One year after its ASCO debut, Blueprint Medicines’ RET inhibitor continues to deliver. Echoing results presented last year from just 35 evaluable patients, pralsetinib shrank tumors in 61% of a difficult-to-treat group of lung cancer patients and curbed tumor growth in 95% of them.
The phase 2 data come from 116 patients with RET fusion-positive non-small cell lung cancer (NSCLC) that had spread, most of whom—nearly 70%—had tried platinum chemotherapy, while the remainder had not received any kind of treatment. Of the total population, 65% counted as responders, and the treatment eliminated tumors in seven patients, or 6%, the investigators wrote in the study abstract. Almost all (96%) saw some tumor shrinkage.
Those numbers were bolstered by the drug’s performance in the 26 patients who hadn’t been previously treated. Pralsetinib, also called BLU-667, shrank tumors in 100% of those patients. Nearly three-quarters of them had enough shrinkage to be responders.
At a median of nine months after treatment, the median duration of response had not yet been reached, suggesting the treatment’s effect on preventing cancer from growing or spreading could be long-lasting.
“With increased patient follow-up, these data reinforce the prolonged durability demonstrated by pralsetinib. In addition, pralsetinib data have shown a deepening of response with additional patients achieving complete responses,” said Andrew Law, Blueprint’s associate director of product communications, in an email.
Praseltinib also fared well in patients whose cancer had spread to the brain. It shrank brain tumors in seven of the nine patients whose brain metastases were large and defined enough to be seen on a CT scan or with an MRI, Blueprint reported at ASCO last year.
“In addition, no patients treated at the recommended 400 mg dose had progression due to new CNS involvement,” Law said. Data presented late last year showed “durable CNS activity, with several patient cases showing ongoing CNS responses for more than 10 months.”
The safety data come from 354 patients who have received pralsetinib, including those with thyroid cancer and other solid tumors. Most of the side effects were mild and the most common were elevated liver enzymes, anemia, constipation and hypertension.
Until recently, patients with RET mutations haven’t benefited from a targeted therapy the way their peers with other mutations, like ALK or RAS, have. Instead, they routinely receive platinum chemotherapy along with “any number of drugs,” said Blueprint Chief Medical Officer Andy Boral, M.D., in a previous interview. If a patient’s disease gets worse, there aren’t many options.
Blueprint submitted pralsetinib for FDA approval as a treatment for RET fusion-positive NSCLC in the first quarter this year, and with a priority review tag, it could get a decision within six months. Praseltinib won’t be the first targeted treatment for patients with RET-mutated cancers, though—that distinction goes to Eli Lilly’s Retevmo (selpercatinib), which scored approval last week.

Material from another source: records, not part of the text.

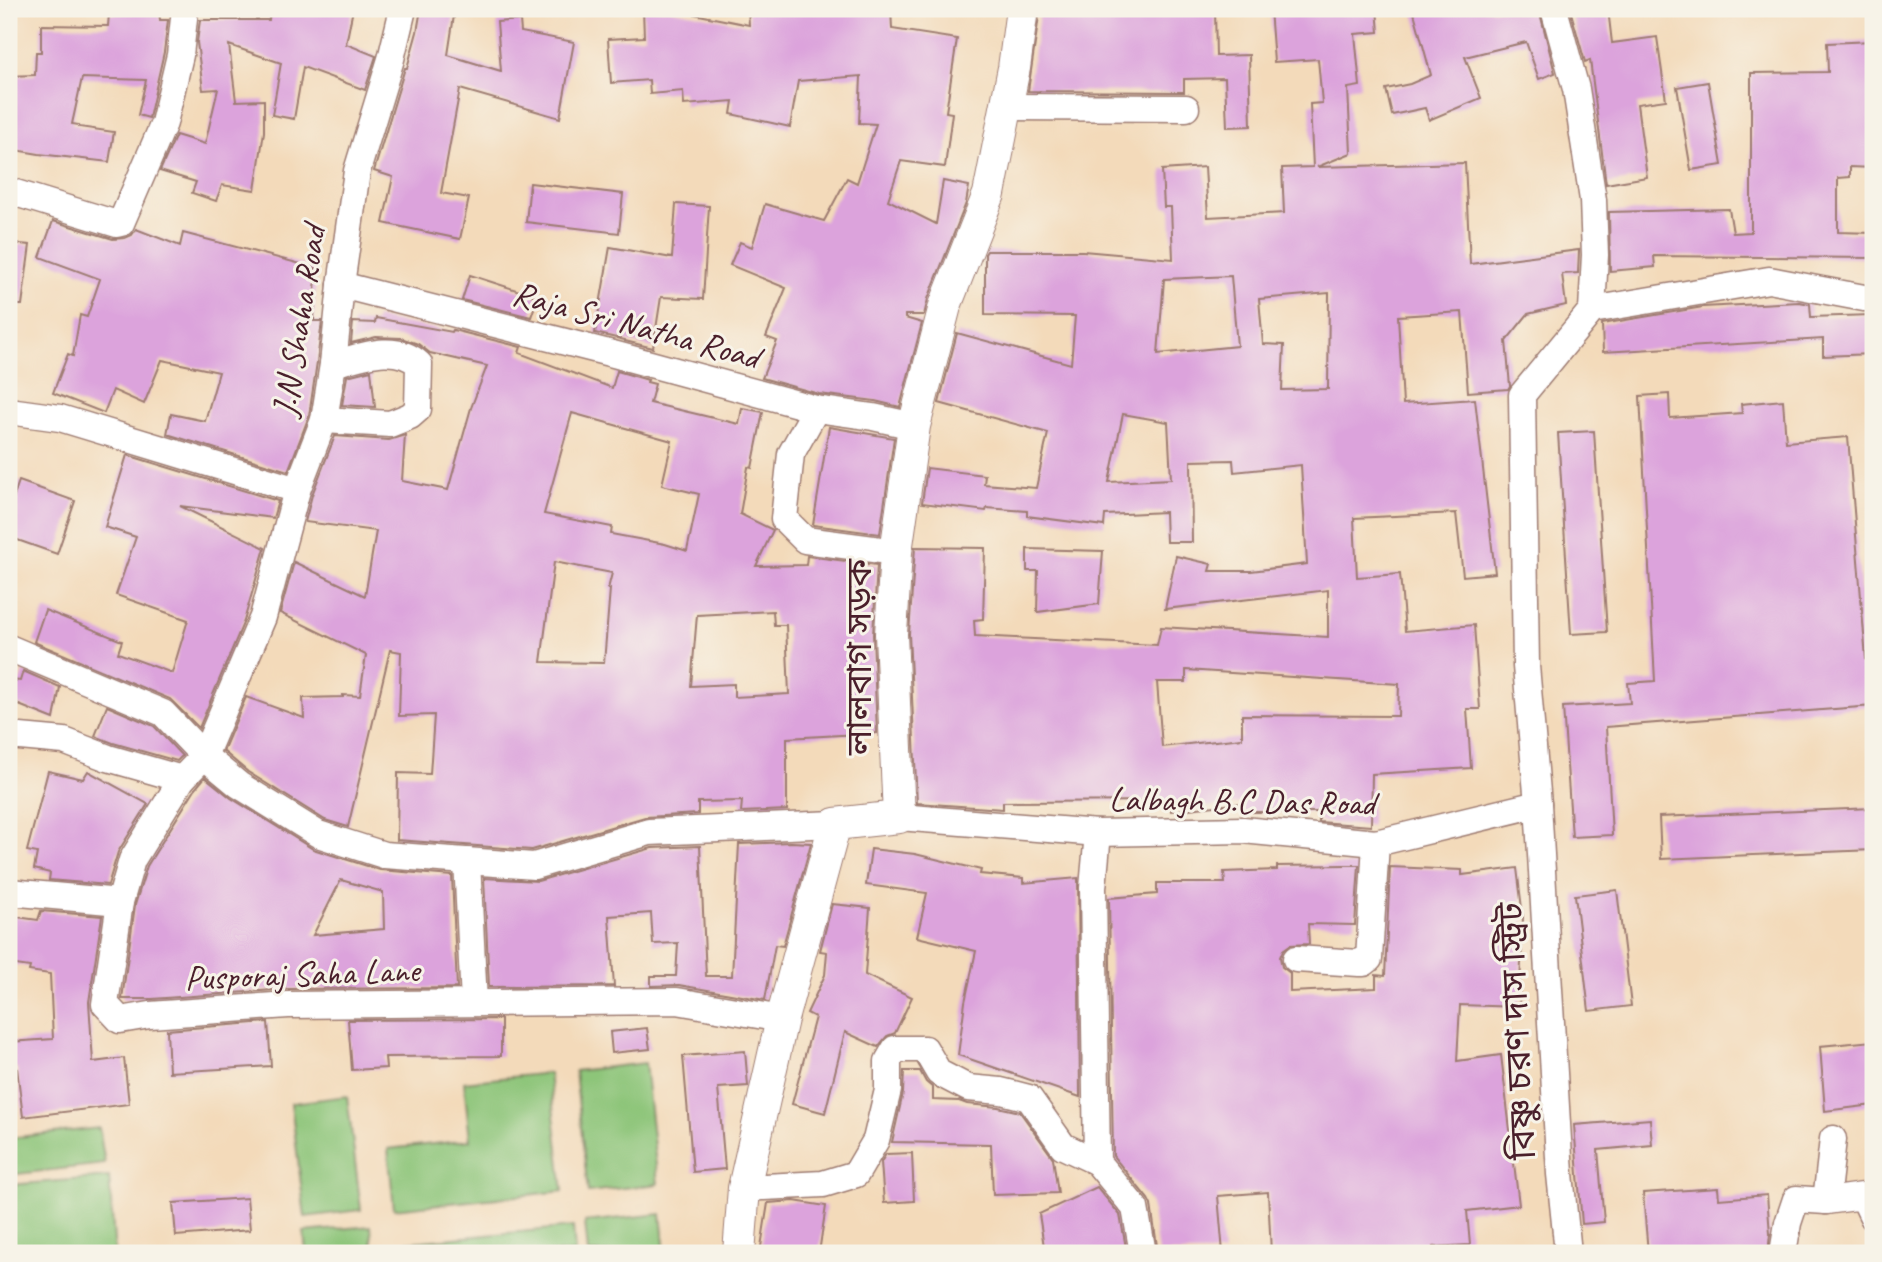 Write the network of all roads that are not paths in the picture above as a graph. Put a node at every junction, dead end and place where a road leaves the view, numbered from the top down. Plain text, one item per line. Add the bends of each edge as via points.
1 (185, 9) edge
2 (403, 9) edge
3 (1022, 9) edge
4 (1554, 9) edge
5 (1006, 107) junction
6 (1186, 108) dead end
7 (9, 191) edge
8 (341, 285) junction
9 (1873, 298) edge
10 (1592, 310) junction
11 (333, 364) junction
12 (816, 409) junction
13 (9, 411) edge
14 (324, 421) junction
15 (914, 426) junction
16 (297, 489) junction
17 (896, 552) junction
18 (9, 648) edge
19 (9, 736) edge
20 (204, 756) junction
21 (182, 779) junction
22 (1538, 804) junction
23 (899, 817) junction
24 (835, 824) junction
25 (1098, 833) junction
26 (1376, 843) junction
27 (467, 862) junction
28 (9, 892) edge
29 (120, 902) junction
30 (1296, 959) dead end
31 (474, 1003) junction
32 (782, 1019) junction
33 (1833, 1139) dead end
34 (1097, 1162) junction
35 (744, 1188) junction
36 (1826, 1202) junction
37 (1873, 1217) edge
38 (739, 1253) edge
39 (1143, 1253) edge
40 (1567, 1253) edge
41 (1783, 1253) edge

1 - 7 street via 164,123 119,224
2 - 8 street, J.N Shaha Road via 357,171
3 - 5 street, লালবাগ সড়ক
4 - 10 street via 1576,89 1593,200
5 - 6 street
5 - 15 street, লালবাগ সড়ক via 989,194 945,306
8 - 11 street, J.N Shaha Road
8 - 12 street, Raja Sri Natha Road
9 - 10 street via 1769,280
10 - 22 street, বিষ্ণু চরণ দাস স্ট্রিট via 1522,396 1526,666
11 - 14 street, J.N Shaha Road
11 - 14 street via 382,351 411,357 419,364 418,409 390,424
12 - 15 street, Raja Sri Natha Road
12 - 17 street via 791,454 784,519 805,540
13 - 16 street via 60,418
14 - 16 street, J.N Shaha Road
15 - 17 street, লালবাগ সড়ক
16 - 20 street, J.N Shaha Road via 263,617
17 - 23 street, লালবাগ সড়ক via 891,634
18 - 20 street via 163,713
19 - 21 street via 64,741
20 - 21 street, Pusporaj Saha Lane
20 - 27 street via 239,785 318,834 384,855
21 - 29 street, Pusporaj Saha Lane via 131,860
22 - 26 street, Lalbagh B.C Das Road
22 - 40 street, বিষ্ণু চরণ দাস স্ট্রিট
23 - 24 street
23 - 25 street, Lalbagh B.C Das Road
24 - 27 street via 649,832 534,866
24 - 32 street
25 - 26 street, Lalbagh B.C Das Road via 1243,830
25 - 34 street via 1093,888
26 - 30 street via 1369,959 1364,963
27 - 31 street
28 - 29 street
29 - 31 street, Pusporaj Saha Lane via 105,1004 120,1020 288,1005
31 - 32 street, Pusporaj Saha Lane via 677,1001
32 - 35 street
33 - 36 street
34 - 35 street via 1063,1146 1029,1098 968,1088 939,1073 925,1049 895,1049 888,1061 888,1090 876,1140 856,1174 823,1184
34 - 39 street via 1135,1208
35 - 38 street
36 - 37 street via 1863,1196
36 - 41 street via 1796,1199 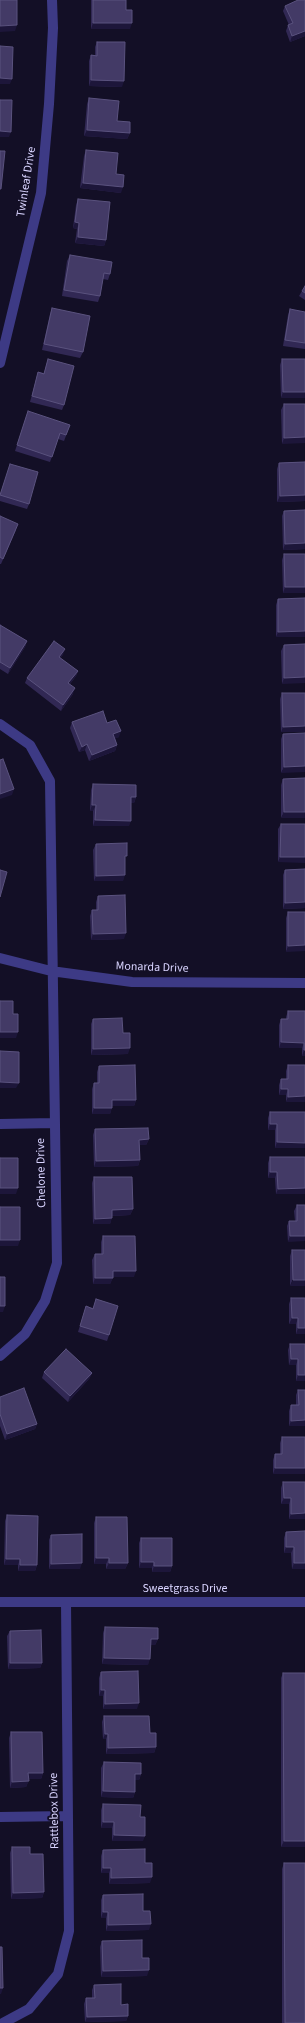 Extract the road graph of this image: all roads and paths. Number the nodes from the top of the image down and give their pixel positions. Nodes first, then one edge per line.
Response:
1 (52, 0) edge
2 (0, 364) edge
3 (0, 724) edge
4 (0, 958) edge
5 (51, 971) junction
6 (305, 983) edge
7 (54, 1123) junction
8 (0, 1124) edge
9 (0, 1356) edge
10 (0, 1602) edge
11 (66, 1602) junction
12 (305, 1602) edge
13 (68, 1816) junction
14 (0, 1817) edge
15 (3, 2023) edge

1 - 2 street, Twinleaf Drive
3 - 5 street, Chelone Drive
4 - 5 street, Monarda Drive
5 - 6 street, Monarda Drive
5 - 7 street, Chelone Drive
7 - 8 street
7 - 9 street, Chelone Drive
10 - 11 street, Sweetgrass Drive
11 - 12 street, Sweetgrass Drive
11 - 13 street, Rattlebox Drive
13 - 14 street
13 - 15 street, Rattlebox Drive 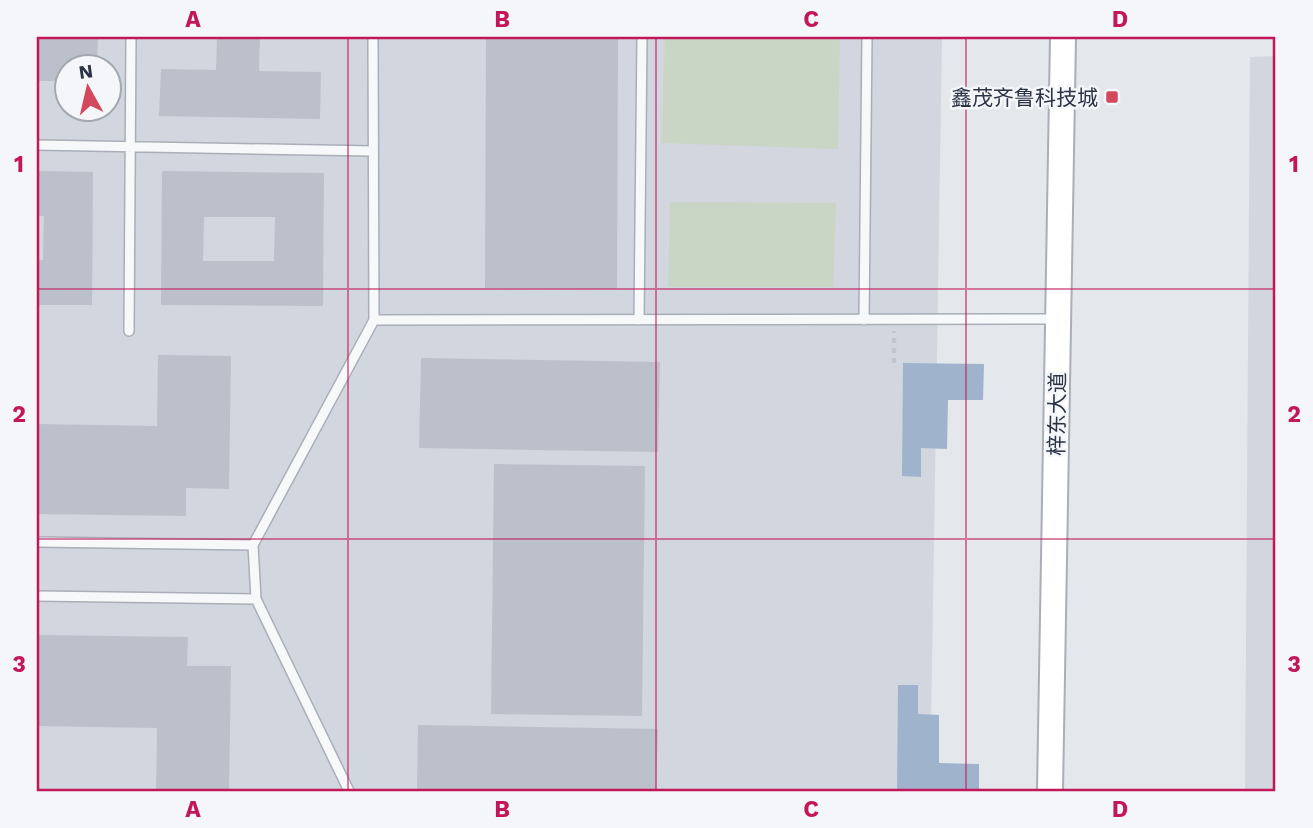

Although Retevmo will beat pralsetinib to market, Chief Commercial Officer Christina Rossi said on a Blueprint conference call last week that she doesn’t expect a significant lag between the two drugs’ approvals. She also touted pralsetinib’s complete response rates as something physicians have found “incredibly compelling” and potentially “differentiating.”
Blueprint plans to follow this submission with a filing in RET-altered medullary thyroid cancer (MTC) later this year. Beyond that, the company wants to get into other RET-altered cancers and earlier lines of treatment.